Indian players have realigned and restructured their operating paradigms reflected in lean cost structures, vertically integrated models, geographically diversified presence, vast product ranges and increasing presence in niche segments
These are interesting times for Indian generic players, who have been undergoing a change in growth drivers and business models.
Indian companies have already proved their mettle in the fiercely competitive global generic space, with 23% of total abbreviated new drug application (ANDA) approvals and 48% of the total Drug Master File (DMF) filings. India’s cost advantage is highly compelling. Coupled with strong chemistry and regulatory skills and the largest number of US FDA-approved plants outside the US, this makes India one of the most dominant players in the global generic space.
To remain competitive and maintain their dominance, Indian players have realigned and restructured their operating paradigms reflected in lean cost structures, vertically integrated models, geographically diversified presence, vast product ranges and increasing presence in niche segments. With growing competition in the developed markets, technology-driven products and emerging markets are set to drive future growth. With extensive experience in emerging markets, Indian companies are best placed to maximise these opportunities.
On the one hand, the US market is experiencing intensely competitive business conditions, while on the other, complex technology drugs, brands and semi regulated markets are expected to become the new growth markets. Operational restructuring and business realignment would help Indian companies survive the competitive environment in the US and EU markets, note analysts.

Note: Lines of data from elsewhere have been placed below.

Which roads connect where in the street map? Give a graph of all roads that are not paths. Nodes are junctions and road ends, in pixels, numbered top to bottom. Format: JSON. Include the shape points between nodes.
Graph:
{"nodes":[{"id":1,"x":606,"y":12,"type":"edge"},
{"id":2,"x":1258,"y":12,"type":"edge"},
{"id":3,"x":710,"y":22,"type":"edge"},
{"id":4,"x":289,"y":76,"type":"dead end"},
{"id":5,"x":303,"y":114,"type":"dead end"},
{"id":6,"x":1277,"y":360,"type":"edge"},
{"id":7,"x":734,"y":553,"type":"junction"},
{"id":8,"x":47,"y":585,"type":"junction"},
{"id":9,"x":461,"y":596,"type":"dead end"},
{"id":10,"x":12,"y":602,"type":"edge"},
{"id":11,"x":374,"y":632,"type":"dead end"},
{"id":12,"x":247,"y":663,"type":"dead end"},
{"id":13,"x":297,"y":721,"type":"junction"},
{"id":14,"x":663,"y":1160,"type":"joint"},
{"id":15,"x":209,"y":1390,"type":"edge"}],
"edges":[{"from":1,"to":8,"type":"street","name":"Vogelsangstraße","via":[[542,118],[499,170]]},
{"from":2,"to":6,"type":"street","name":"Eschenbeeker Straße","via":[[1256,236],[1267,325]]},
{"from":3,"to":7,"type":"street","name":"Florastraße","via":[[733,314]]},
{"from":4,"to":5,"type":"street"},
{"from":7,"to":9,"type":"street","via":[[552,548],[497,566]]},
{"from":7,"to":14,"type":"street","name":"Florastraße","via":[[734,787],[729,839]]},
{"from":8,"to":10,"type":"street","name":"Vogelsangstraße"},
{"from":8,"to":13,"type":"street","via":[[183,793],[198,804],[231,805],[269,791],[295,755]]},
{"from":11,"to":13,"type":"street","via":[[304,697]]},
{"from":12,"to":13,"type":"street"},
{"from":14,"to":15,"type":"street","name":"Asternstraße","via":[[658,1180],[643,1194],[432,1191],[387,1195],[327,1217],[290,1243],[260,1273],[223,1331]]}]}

Following structural healthcare reforms in many countries, the challenging macroeconomic scenarios ahead are set to favour higher consumption of generics.
The US continues to be a major market for generics, and accounts for more than 28% of the world’s generic market. Despite severe pricing pressure and declining profitability, the US market would continue to be attractive as drugs worth US$55bn are expected to go off-patent in 2013-17. Obamacare is set to extend the generic user base in the US among the uninsured. The positive side-effect is that the addition of senior or matured individuals would mean a higher prescription utilisation rate that would lead to higher sales. Nevertheless, the pricing of the drugs would be affected by the new legislation that is designed to reduce public spending.
Analysts have maintained that Lupin and Dr Reddy’s sales in the US through Medicare would be negatively impacted due to the application of the new Act, on account of the price impact.
In the meantime, domestic pharmaceutical companies in India are set to deliver healthy growth for the last quarter of the financial year 2014, despite a slowdown in business at home resulting from the National Pharmaceutical Pricing Authority (NPPP) effect. Thirteen companies are likely to report year-on-year growth of 20%.
The domestic market grew by more than 6% during the fourth quarter, according to analysts. Abbott India, Biocon, Lupin, Sanofi India and Sun Pharma are likely to report revenues up by more than 20%, they claim.